Sec.  802.1104   Manner of payment.

    Parties to a transaction must pay any filing fee by electronic 
payment. The filing fee must be paid in U.S. dollars. Instructions for 
paying filing fees are available on the Committee's section of the 
Department of the Treasury website.


Sec.  802.1105   Refunds.

    (a) Except as provided in paragraphs (b) and (c) of this section, 
the Department of the Treasury shall not refund a filing fee in whole 
or in part.
    (b) If the Committee determines that the transaction is not a 
covered real estate transaction, the filing fee shall be refunded.
    (c) In response to a petition by a party, if the Staff Chairperson 
determines, based on the information and representations contained in 
the formal written notice, as well as any other information provided by 
the parties, that a party or the parties to a transaction paid a filing 
fee in an amount greater than required at the time of filing, the 
Department of the Treasury shall refund the amount of overpayment to 
the party or parties who paid the filing fee.


Sec.  802.1106   Waiver.

    If the Staff Chairperson determines that extraordinary 
circumstances relating to national security warrant, the

[[Page 23745]]

Staff Chairperson may waive the filing fee in whole or in part and will 
notify the parties in writing. No waiver shall be implied, even where 
the Staff Chairperson does not reject a voluntary notice under Sec.  
802.1108 for failure to pay the required filing fee.
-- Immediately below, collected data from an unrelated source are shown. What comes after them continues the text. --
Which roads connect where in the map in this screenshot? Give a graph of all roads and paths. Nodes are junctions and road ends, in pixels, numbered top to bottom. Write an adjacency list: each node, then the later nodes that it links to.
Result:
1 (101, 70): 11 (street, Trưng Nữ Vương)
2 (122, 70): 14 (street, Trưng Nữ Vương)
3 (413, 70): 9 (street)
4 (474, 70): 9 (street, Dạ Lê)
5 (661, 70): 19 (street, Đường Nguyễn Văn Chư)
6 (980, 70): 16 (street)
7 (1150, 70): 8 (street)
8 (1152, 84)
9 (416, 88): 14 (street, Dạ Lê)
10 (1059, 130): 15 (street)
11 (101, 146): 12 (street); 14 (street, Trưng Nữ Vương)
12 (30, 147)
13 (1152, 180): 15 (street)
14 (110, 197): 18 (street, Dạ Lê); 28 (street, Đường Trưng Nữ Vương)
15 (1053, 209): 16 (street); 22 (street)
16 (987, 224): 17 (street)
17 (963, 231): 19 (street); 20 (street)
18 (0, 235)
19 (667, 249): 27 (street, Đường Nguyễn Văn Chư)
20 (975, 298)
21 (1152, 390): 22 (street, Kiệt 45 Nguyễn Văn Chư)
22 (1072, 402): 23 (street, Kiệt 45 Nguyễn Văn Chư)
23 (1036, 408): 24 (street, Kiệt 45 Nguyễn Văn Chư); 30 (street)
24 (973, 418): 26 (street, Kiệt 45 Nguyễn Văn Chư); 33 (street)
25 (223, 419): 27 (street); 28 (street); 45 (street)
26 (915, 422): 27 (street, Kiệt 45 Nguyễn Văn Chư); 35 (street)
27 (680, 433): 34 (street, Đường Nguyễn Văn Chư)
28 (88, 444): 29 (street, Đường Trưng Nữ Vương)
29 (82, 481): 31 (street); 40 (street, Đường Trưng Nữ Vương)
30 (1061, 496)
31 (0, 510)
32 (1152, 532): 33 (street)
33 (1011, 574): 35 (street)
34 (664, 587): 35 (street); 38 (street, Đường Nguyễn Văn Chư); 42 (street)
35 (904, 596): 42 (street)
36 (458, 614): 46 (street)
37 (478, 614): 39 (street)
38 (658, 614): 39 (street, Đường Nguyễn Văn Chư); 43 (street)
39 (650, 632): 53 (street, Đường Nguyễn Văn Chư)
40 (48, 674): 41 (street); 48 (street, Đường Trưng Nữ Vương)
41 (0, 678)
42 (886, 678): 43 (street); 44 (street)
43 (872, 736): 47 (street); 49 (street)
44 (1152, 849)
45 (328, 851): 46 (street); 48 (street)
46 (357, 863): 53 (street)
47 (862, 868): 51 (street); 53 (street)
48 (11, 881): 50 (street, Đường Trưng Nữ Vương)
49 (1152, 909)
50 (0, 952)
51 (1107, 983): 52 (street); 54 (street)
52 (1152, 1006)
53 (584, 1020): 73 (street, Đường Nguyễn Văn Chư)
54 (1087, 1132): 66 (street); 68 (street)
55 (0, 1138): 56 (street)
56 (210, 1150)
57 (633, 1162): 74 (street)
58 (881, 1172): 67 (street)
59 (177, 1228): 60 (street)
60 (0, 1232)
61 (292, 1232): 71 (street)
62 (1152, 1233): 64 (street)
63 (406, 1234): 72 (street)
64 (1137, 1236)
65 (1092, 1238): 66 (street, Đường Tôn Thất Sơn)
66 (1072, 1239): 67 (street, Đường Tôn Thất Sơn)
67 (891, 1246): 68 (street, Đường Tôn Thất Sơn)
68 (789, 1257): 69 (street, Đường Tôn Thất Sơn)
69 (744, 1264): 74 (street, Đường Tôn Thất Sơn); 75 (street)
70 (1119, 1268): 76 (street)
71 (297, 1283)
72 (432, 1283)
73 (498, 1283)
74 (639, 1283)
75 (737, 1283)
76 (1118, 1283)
Sec.  802.1107   Refilings.

    The parties to a transaction shall not be required to pay an 
additional filing fee in the event that the Staff Chairperson permits 
the parties to withdraw and refile a notice under Sec.  802.509(c)(2), 
unless the Staff Chairperson determines that a material change to the 
transaction has occurred, or a material inaccuracy or omission was made 
by the parties in information provided to the Committee, that requires 
the Committee to consider new information, in which case the Staff 
Chairperson will inform the parties in writing.


Sec.  802.1108   Rejection of voluntary notice.

    The Staff Chairperson may reject a voluntary notice under Sec.  
802.504(a)(3) upon a determination that the amount of the filing fee 
paid by the parties was insufficient under this subpart. Prior to 
rejecting a notice under Sec.  802.504(a)(3), the Staff Chairperson 
shall inform the parties in writing of the insufficiency of payment and 
provide the parties three business days to pay the remainder of the 
filing fee. If the Staff Chairperson does not reject a voluntary notice 
under Sec.  802.504(a)(3) upon a determination that the amount of the 
filing fee payment paid by the parties was insufficient under this 
section, the balance of the fee remains payable unless the Staff 
Chairperson notifies the parties in writing that the payment has been 
waived in whole or in part.

    Dated: April 22, 2020.
Thomas Feddo,
Assistant Secretary for Investment Security.